TASK DETAILS. When a line of the records below contains the string "buttons", copy that whole line.

┌──

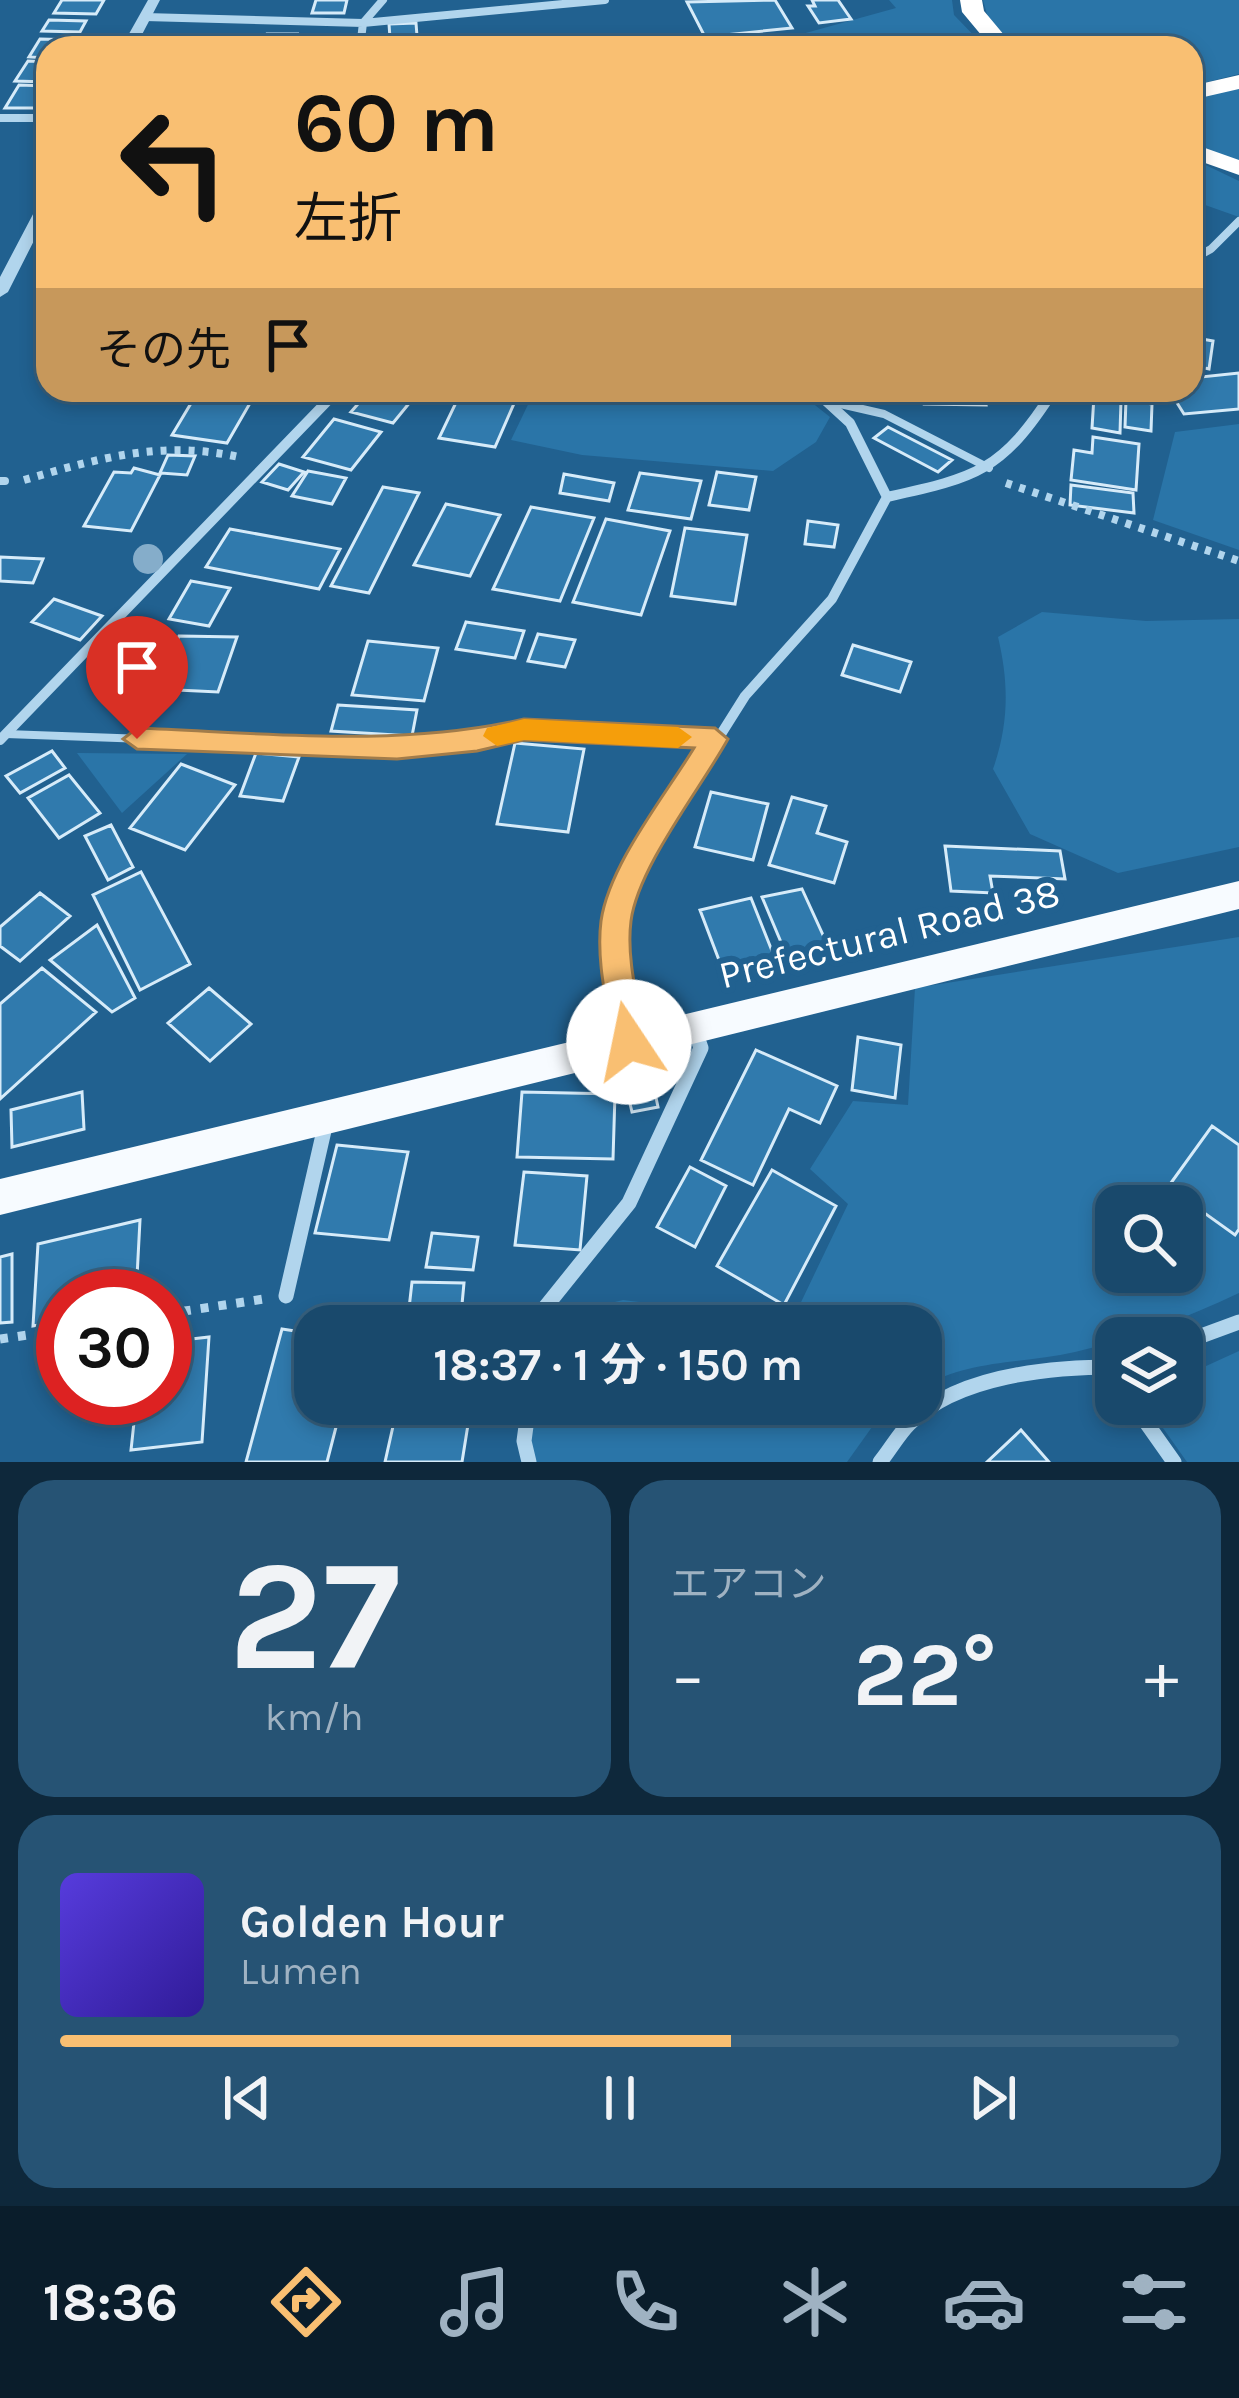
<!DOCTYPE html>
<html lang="ja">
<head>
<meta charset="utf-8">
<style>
  :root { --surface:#19496c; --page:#265374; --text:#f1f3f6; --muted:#9fb2c2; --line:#37617f; --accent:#f9bf72 }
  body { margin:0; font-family:Karla,"Noto Sans JP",sans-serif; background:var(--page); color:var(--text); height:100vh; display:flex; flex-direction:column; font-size:45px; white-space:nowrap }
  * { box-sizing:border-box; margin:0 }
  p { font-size:39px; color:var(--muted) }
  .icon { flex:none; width:66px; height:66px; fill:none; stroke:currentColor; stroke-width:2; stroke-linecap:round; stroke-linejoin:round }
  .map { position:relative; height:1462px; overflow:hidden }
  .side { display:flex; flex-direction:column; gap:18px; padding:18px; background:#0e283b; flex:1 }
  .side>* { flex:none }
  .guide { position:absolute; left:36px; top:36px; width:1167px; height:366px; border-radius:36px; box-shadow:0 6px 18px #0003,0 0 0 3px var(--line); background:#f9bf72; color:#111; overflow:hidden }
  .buttons { position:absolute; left:1095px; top:1185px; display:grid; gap:24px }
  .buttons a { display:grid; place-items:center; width:108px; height:108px; border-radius:24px; background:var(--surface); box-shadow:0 6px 18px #0003,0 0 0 3px var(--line); font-size:60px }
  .speed { position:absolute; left:36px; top:1269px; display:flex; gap:24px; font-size:60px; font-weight:700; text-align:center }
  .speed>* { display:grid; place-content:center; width:156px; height:156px; border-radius:50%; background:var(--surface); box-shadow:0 6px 18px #0003,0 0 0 3px var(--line); line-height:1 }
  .speed .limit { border:18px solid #d22; background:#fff; color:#111 }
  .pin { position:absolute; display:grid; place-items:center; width:102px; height:102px; color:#fff; margin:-123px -51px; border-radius:50% 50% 50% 0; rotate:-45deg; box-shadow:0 0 12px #0007 }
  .pin .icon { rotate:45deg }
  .me { position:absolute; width:132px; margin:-66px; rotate:349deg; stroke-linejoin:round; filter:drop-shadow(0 0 9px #0008) }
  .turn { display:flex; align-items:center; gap:42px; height:252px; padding:0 60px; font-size:54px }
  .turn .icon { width:156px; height:156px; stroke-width:2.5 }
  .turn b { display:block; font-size:84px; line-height:102px }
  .then { display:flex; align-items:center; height:114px; padding:0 60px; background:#0003; gap:24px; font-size:45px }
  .big { font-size:90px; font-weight:700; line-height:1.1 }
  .side .widget { flex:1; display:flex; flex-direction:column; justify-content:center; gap:18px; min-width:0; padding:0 42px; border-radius:36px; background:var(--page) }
  .side .dial { align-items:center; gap:0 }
  .dial b { font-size:156px; line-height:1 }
  .song { display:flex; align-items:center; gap:36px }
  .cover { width:144px; height:144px; border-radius:18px; background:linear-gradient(135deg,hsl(250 70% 55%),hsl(250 70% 35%)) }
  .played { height:12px; border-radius:6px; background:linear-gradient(90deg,var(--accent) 60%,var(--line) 60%) }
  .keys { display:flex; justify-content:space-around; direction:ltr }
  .heat { display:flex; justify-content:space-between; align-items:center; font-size:66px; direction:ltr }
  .side .tiles { flex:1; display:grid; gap:18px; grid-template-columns:1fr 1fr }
  .widget:last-child { grid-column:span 2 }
  .trip { position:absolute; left:294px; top:1305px; width:648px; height:120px; border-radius:36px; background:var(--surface); box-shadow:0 6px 18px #0003,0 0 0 3px var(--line); font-weight:700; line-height:120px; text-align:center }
  .tab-bar { display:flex; height:192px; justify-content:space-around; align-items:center; background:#0a1d2b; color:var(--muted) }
  .tab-bar .icon { width:84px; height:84px }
  .tab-bar .active { color:var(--accent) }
  .tab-bar b { font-size:54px; color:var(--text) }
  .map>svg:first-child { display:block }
  .green { fill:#2a75a8; fill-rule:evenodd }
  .building { fill:#307aad; stroke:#d6ebf9; stroke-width:3 }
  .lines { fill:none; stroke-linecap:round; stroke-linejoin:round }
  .path-far1 { stroke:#b1d5ed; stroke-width:8; stroke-dasharray:6 8; stroke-linecap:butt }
  .path { stroke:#b1d5ed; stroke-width:9; stroke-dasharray:8 10; stroke-linecap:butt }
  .service { stroke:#b1d5ed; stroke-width:8 }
  .minor-far2 { stroke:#b1d5ed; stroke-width:8 }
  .minor-far1 { stroke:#b1d5ed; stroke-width:10 }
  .minor { stroke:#b1d5ed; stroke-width:15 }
  .tertiary { fill:#b1d5ed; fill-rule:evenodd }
  .primary { fill:#f7fbff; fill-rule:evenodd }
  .motorway { fill:#fff; fill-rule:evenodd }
  .tree { fill:#85adca }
  .route { fill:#f9bf72; stroke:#a27c4a; stroke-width:3 }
  .slow { fill:#f59e0b }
  .labels { text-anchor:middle; stroke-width:12; stroke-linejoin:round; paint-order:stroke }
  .street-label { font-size:39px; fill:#fff; stroke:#216190 }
</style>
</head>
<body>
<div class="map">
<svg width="1239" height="1462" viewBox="0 0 1239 1462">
  <rect width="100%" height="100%" fill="#216190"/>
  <path class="green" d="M889 0H952L954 15 986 48H701L699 42 784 39 896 8Z
    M983 0H1239V74L1191 86V48H1020L989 21Z
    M1239 89V162L1191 145V98Z
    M1191 158 1239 181V217L1191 200Z
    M535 390H757L806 398 830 417 816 442 773 471 582 455 511 440Z
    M1239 424V550L1153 520 1175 432Z
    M1042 612 1146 621 1239 619V847L1118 873 1030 834 993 769C1009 724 1009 683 998 637Z
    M77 753 187 754 122 813Z
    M1239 937V1293C1184 1319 1131 1339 1075 1352 1022 1364 968 1359 921 1388V1326H540L541 1320 623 1300 792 1321 848 1204 810 1169 853 1101 908 1105 915 988ZM1116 1206H1182V1272H1116Z
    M1239 1351V1462H1187L1146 1404H1182V1377Z
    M529 1404H896L882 1413 847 1462H530Z"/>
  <path class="building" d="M62 0H104L96 14 54 13Z
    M316 0H347L344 13H312Z
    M775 0 792 28 705 37 687 2Z
    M812 0H838L851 19 819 23 808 6H815Z
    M49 20 86 21 80 32 42 31Z
    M416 23 417 36 390 38 389 24Z
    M267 34H297L292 48H262Z
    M209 35H258L252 48H203Z
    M311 36 344 37 340 48H306Z
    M40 39 76 40 71 48H48V58L29 57Z
    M28 61 48 62V82L15 81Z
    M19 85 48 86V101H40L36 108H5Z
    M1191 337 1213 341 1209 369 1191 365Z
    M1239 373V409L1184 414 1169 390H1191V378Z
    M199 390 253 398 227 443 172 435Z
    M370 390H420L393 423 351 412Z
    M921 390H983L986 405 924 404Z
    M461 392 516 399 495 447 439 438Z
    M1094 396 1121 400 1120 433 1092 428Z
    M1126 400 1152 404 1151 431 1125 427Z
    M334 419 381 432 351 470 303 457Z
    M888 427 952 460 938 472 874 438Z
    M1093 437 1139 444 1136 490 1071 480 1074 450 1092 453Z
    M168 455 195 456 187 475 160 473Z
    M279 464 304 472 288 490 262 482Z
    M134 468 160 475 131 531 84 526 114 472 131 473Z
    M308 471 346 478 332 504 292 496Z
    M717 472 756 477 749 510 709 505Z
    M640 473 701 481 691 519 628 510Z
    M564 474 614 483 609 501 560 493Z
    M1071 485 1133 493 1134 513 1070 505Z
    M383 487 419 493 369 593 331 586Z
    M446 504 500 515 470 576 414 565Z
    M531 507 594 518 560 601 493 589Z
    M606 519 670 531 641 615 573 602Z
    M808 521 838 525 834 547 805 544Z
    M685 528 747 535 735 604 671 596Z
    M230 529 340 549 319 589 206 567Z
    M0 557 43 559 33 583 0 581Z
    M191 581 230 588 209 626 169 619Z
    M54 599 102 616 80 640 32 622Z
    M466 622 524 631 515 658 456 649Z
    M538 634 575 640 565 667 528 661Z
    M179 636 237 637 218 692 157 689Z
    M368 641 438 648 424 701 352 695Z
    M853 645 911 662 900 692 842 675Z
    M338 705 417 710 412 736 331 731Z
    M515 743 584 749 568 832 497 824Z
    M52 751 65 768 20 793 6 776Z
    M256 753 299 757 283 801 240 796Z
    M181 764 235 785 185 850 130 828Z
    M69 775 100 813 59 838 28 798Z
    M711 792 768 804 753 860 695 847Z
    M792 797 826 806 817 833 847 842 834 883 769 865Z
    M111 825 133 867 108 880 85 836Z
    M945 846 1060 851 1065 879 990 876 993 893 951 891Z
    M141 872 190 964 140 990 93 895Z
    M802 889 828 946 786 954 762 897Z
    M40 893 70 916 20 961 0 946V927Z
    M751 898 774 956 722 968 700 910Z
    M97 925 135 998 112 1012 50 960Z
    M42 968 96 1012 0 1099V1004Z
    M209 988 251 1024 210 1061 168 1023Z
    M858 1037 901 1045 895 1098 852 1090Z
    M756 1050 837 1086 820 1123 789 1109 753 1185 701 1160Z
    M651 1074 658 1107 632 1112 624 1078Z
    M82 1092 84 1129 12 1147 11 1110Z
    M522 1092 615 1094 613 1159 517 1157Z
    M1212 1126 1239 1145V1229L1235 1235 1168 1187Z
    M337 1145 408 1152 389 1240 315 1233Z
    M690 1167 726 1186 695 1247 657 1227Z
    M772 1170 836 1206 784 1305 717 1266Z
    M524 1172 587 1176 580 1250 515 1245Z
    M140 1220 136 1296H63V1321L33 1326 38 1244Z
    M432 1233 478 1237 473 1270 426 1267Z
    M12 1254V1322L0 1323V1257Z
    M412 1282 464 1283 460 1326H407Z
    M282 1329 315 1334V1404H342L327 1462H246Z
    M209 1337 202 1442 131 1450 135 1413 84 1418 87 1398H165V1342Z
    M398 1404 471 1406 462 1462H385Z
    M1021 1430 1049 1462H987Z"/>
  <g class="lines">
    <path class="path-far1" d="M24 480C100 458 164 439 243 458
      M1006 483 1239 561"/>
    <path class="path" d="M165 1314 264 1299
      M0 1339 63 1330"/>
    <path class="service" d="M836 403 884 414 989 468
      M0 481H5
      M6 734 397 748 524 730 715 739"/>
    <path class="minor-far2" d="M145 17 363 23 605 0
      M360 48 363 23 383 0
      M1191 260 1211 249 1239 221"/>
    <path class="minor-far1" d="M887 497C978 477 1002 471 1054 390
      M0 740 338 390
      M660 831 745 696 832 599 887 497 850 423 814 390"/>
    <path class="minor" d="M629 1041C618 995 605 929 626 884 635 864 650 846 662 828
      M286 1296 326 1122
      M537 1326 539 1315 629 1203 701 1048 694 1028
      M1182 1343 1239 1322
      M529 1404 524 1441 529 1462
      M1133 1404 1174 1462
      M880 1462C890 1450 898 1435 909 1424 957 1375 1052 1367 1116 1367"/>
    <path class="tertiary" d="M148 0H160L135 48H121Z
      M0 114H48V122H0Z
      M48 195V213L8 292 0 297V277L41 199Z"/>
    <path class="primary" d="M1239 881V909L0 1215V1179Z"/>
    <path class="motorway" d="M960 0H982L984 11 1015 48H992L962 12Z
      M1239 75V89L1191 100V86Z
      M1191 143 1239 160V175L1191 158Z"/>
  </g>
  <circle class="tree" cx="148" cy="559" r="15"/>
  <path class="route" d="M524 719 715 728 728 739C701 788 638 867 631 921 626 960 639 1003 645 1042L641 1052 629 1056 618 1052 613 1042C607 1003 596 960 601 921 609 865 664 797 694 748L524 740 477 751 397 759 137 749 123 739 137 728C266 733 397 748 524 719Z"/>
  <path class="slow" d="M524 719 678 727 692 737 678 748 524 740 497 746 483 736 487 728Z"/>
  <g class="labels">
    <g class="street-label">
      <text transform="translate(889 933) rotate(-14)" y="14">Prefectural Road 38</text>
    </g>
  </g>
</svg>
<div class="buttons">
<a><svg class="icon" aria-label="search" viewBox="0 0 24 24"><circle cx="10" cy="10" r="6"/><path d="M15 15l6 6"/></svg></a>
<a><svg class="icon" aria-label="layers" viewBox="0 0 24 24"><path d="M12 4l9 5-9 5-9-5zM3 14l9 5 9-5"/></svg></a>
</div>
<div class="speed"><div class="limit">30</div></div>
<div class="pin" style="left:137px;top:739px;background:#d93025"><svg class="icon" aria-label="arrive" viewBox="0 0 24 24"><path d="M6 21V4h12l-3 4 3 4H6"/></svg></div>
<svg class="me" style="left:629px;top:1042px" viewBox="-20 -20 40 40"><circle r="19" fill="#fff"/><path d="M0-13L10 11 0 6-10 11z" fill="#f9bf72"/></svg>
<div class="trip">18:37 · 1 分 · 150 m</div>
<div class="guide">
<div class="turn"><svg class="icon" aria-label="left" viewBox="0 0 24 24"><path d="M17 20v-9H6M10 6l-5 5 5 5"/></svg><div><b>60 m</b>左折</div></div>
<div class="then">その先<svg class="icon" aria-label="arrive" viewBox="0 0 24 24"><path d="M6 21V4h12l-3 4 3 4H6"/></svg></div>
</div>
</div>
<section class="side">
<div class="tiles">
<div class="widget dial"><b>27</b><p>km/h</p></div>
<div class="widget"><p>エアコン</p>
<div class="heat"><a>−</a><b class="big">22°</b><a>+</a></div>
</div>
<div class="widget">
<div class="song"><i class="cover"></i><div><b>Golden Hour</b><p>Lumen</p></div></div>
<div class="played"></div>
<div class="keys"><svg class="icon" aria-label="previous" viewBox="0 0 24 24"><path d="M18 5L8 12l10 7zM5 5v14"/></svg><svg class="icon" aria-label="pause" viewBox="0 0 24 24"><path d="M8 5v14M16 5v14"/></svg><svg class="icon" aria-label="next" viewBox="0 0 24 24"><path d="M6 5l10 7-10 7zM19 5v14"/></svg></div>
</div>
</div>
</section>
<nav class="tab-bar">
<b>18:36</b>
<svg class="icon active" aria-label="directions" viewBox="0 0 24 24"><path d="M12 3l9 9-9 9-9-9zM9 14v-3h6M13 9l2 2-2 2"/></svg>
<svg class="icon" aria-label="music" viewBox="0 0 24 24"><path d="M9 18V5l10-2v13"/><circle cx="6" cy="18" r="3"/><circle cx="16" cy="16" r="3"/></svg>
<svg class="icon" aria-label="phone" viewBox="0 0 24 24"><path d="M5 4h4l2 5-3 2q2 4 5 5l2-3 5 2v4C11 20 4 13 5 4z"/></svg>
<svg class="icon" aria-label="climate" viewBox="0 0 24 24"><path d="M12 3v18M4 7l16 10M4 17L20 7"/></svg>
<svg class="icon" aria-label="car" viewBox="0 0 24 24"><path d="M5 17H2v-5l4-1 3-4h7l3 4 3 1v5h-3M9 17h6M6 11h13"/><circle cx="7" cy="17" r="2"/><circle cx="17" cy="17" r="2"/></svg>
<svg class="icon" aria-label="filters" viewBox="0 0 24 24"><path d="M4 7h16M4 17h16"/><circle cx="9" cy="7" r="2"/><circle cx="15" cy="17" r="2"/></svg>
</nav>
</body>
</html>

└──

ANSWER TO THIS EXERCISE.
  .buttons { position:absolute; left:1095px; top:1185px; display:grid; gap:24px }
  .buttons a { display:grid; place-items:center; width:108px; height:108px; border-radius:24px; background:var(--surface); box-shadow:0 6px 18px #0003,0 0 0 3px var(--line); font-size:60px }
<div class="buttons">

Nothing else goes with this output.